In vivo characterization of histamine H1- and H2-receptors in the rat stomach microcirculation

Abstract

1 Using a video microscope system, an in vivo microcirculation preparation was designed to characterize histamine receptors in the rat stomach submucosal arterioles (diameter 50 μm). 2 Each in vivo stomach microcirculation preparation received topically applied multiple concentrations of either the selective histamine H₁- or H₂- receptor agonist and antagonist and the respective responses (changes of the arteriolar diameter) were used to construct the concentration-response curves. 3 Results showed that both 2-thiazolylethylamine and impromidine, the respective selective H₁-and H₂-receptor agonists, produced concentration-dependent vasodilator responses in the in vivo stomach submucosal arterioles.

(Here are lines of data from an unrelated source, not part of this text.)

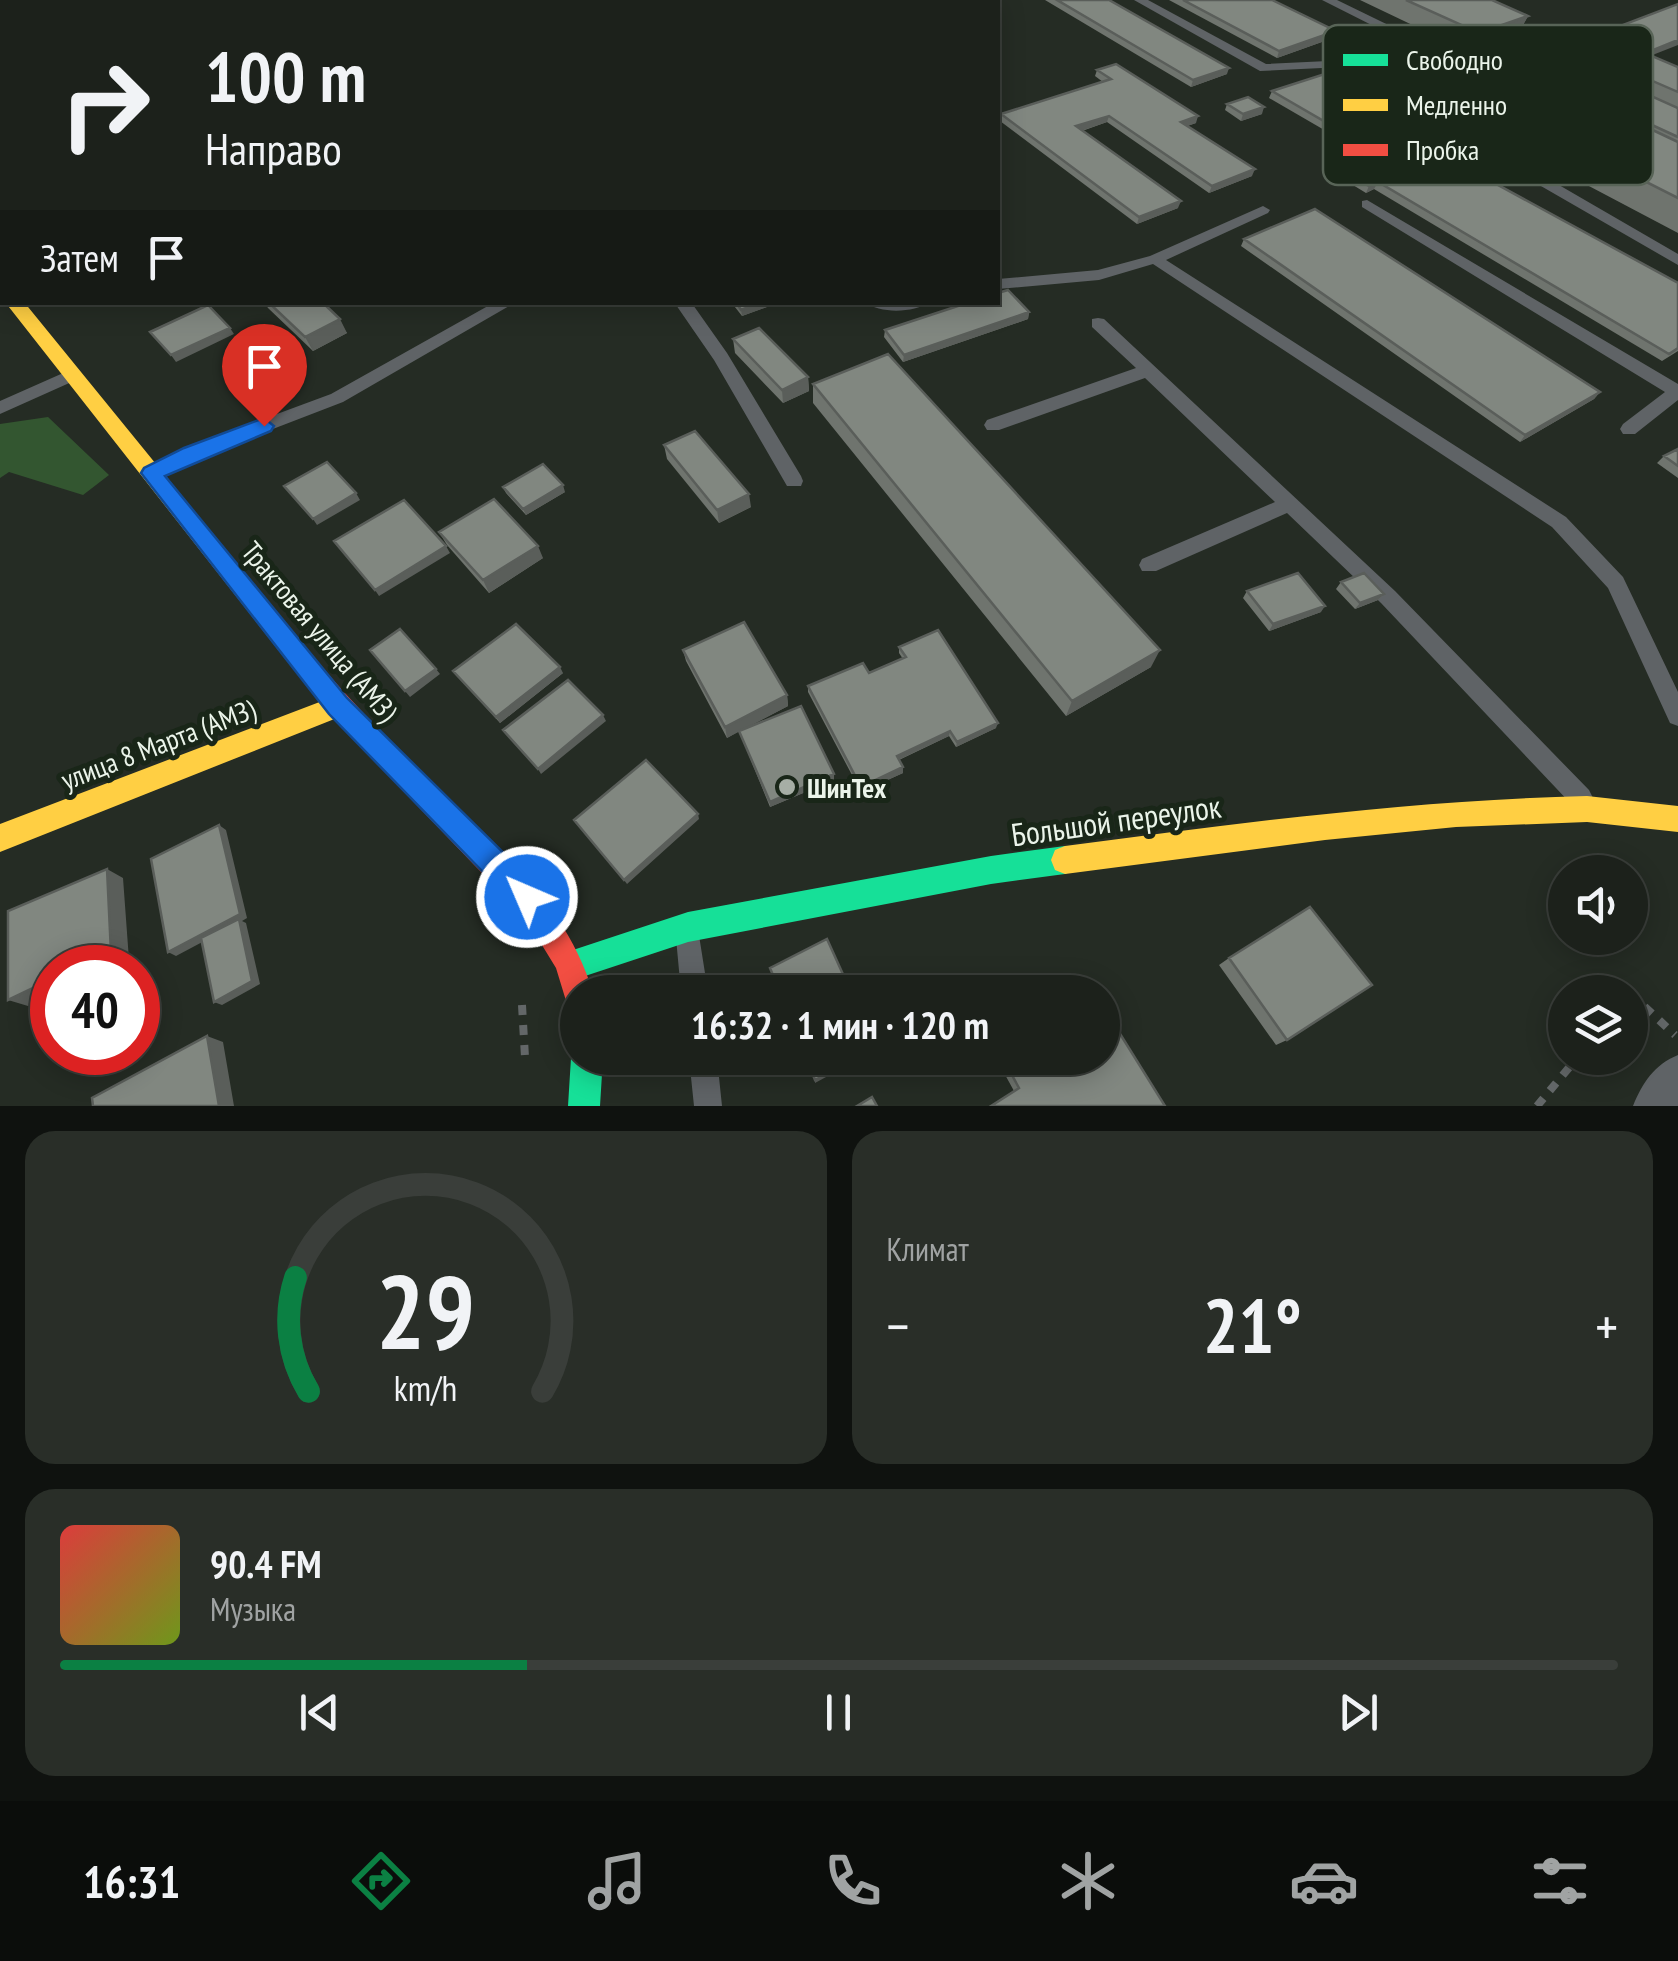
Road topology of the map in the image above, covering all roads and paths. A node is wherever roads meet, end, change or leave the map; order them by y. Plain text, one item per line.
1 (1140, 0) edge
2 (1328, 0) edge
3 (1379, 25) edge
4 (1323, 65) edge
5 (1549, 185) edge
6 (1367, 204) dead end
7 (1263, 210) dead end
8 (1155, 259) junction
9 (1678, 260) edge
10 (1000, 284) edge
11 (16, 305) edge
12 (503, 305) edge
13 (684, 305) edge
14 (1098, 322) dead end
15 (1148, 370) junction
16 (70, 376) junction
17 (1678, 391) edge
18 (0, 408) edge
19 (993, 425) dead end
20 (1629, 429) dead end
21 (151, 473) junction
22 (794, 481) dead end
23 (1290, 503) junction
24 (1149, 565) dead end
25 (338, 706) junction
26 (1678, 716) edge
27 (1591, 809) junction
28 (1678, 819) edge
29 (0, 838) edge
30 (688, 926) junction
31 (573, 965) junction
32 (575, 975) edge
33 (694, 975) edge
34 (1648, 1010) edge
35 (1678, 1038) edge
36 (586, 1075) edge
37 (705, 1075) edge
38 (1563, 1075) edge
39 (1678, 1082) edge
40 (584, 1106) edge
41 (708, 1106) edge
42 (1537, 1106) edge
43 (1660, 1106) edge

1 - 4 lane
2 - 3 lane
5 - 9 lane
6 - 17 lane
7 - 8 lane
8 - 10 lane
8 - 26 lane
11 - 16 street, Трактовая улица (АМЗ)
12 - 21 lane
13 - 22 lane
14 - 15 lane
15 - 19 lane
15 - 23 lane
16 - 18 lane
16 - 21 street, Трактовая улица (АМЗ)
17 - 20 lane
21 - 25 street, Трактовая улица (АМЗ)
23 - 24 lane
23 - 27 lane
25 - 29 street, улица 8 Марта (АМЗ)
25 - 31 street, Трактовая улица (АМЗ)
27 - 28 street, Большой переулок
27 - 30 street, Большой переулок
30 - 31 street, Большой переулок
30 - 33 lane
31 - 32 street, Трактовая улица (АМЗ)
34 - 35 path
36 - 40 street
37 - 41 lane
38 - 42 path
39 - 43 street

These vasodilator responses were competitively and selectively blocked by the respective H₁-receptor antagonist mepyramine and the H₂-receptor antagonist cimetidine. 4 Data from each in vivo preparation were examined separately to yield a Schild plot and a Hill plot, from which the in vivo estimates of the pA₂ value, the slope of the Schild plot, and the Hill coefficient were obtained. 5 The estimated pA₂ values for mepyramine (9.60 ± 0.033, mean ± s.e. mean) and cimetidine (5.98 ± 0.037) conformed to similar values found in other tissues, showing that the rat stomach microvascular H₁- and H₂-receptors are of the same nature as similar receptors elsewhere. 6 Both the Hill and the Schild plots yielded regressions with unity slopes, indicating that the agonist-receptor and the antagonist-receptor reactions followed a simple one-to-one stoichiometry. 7 The findings in the present study are discussed and compared with those from other in vitro tissue preparations; it appears that the present in vivo technique is a satisfactory system for characterizing receptors in the vascular smooth muscle of the microcirculation.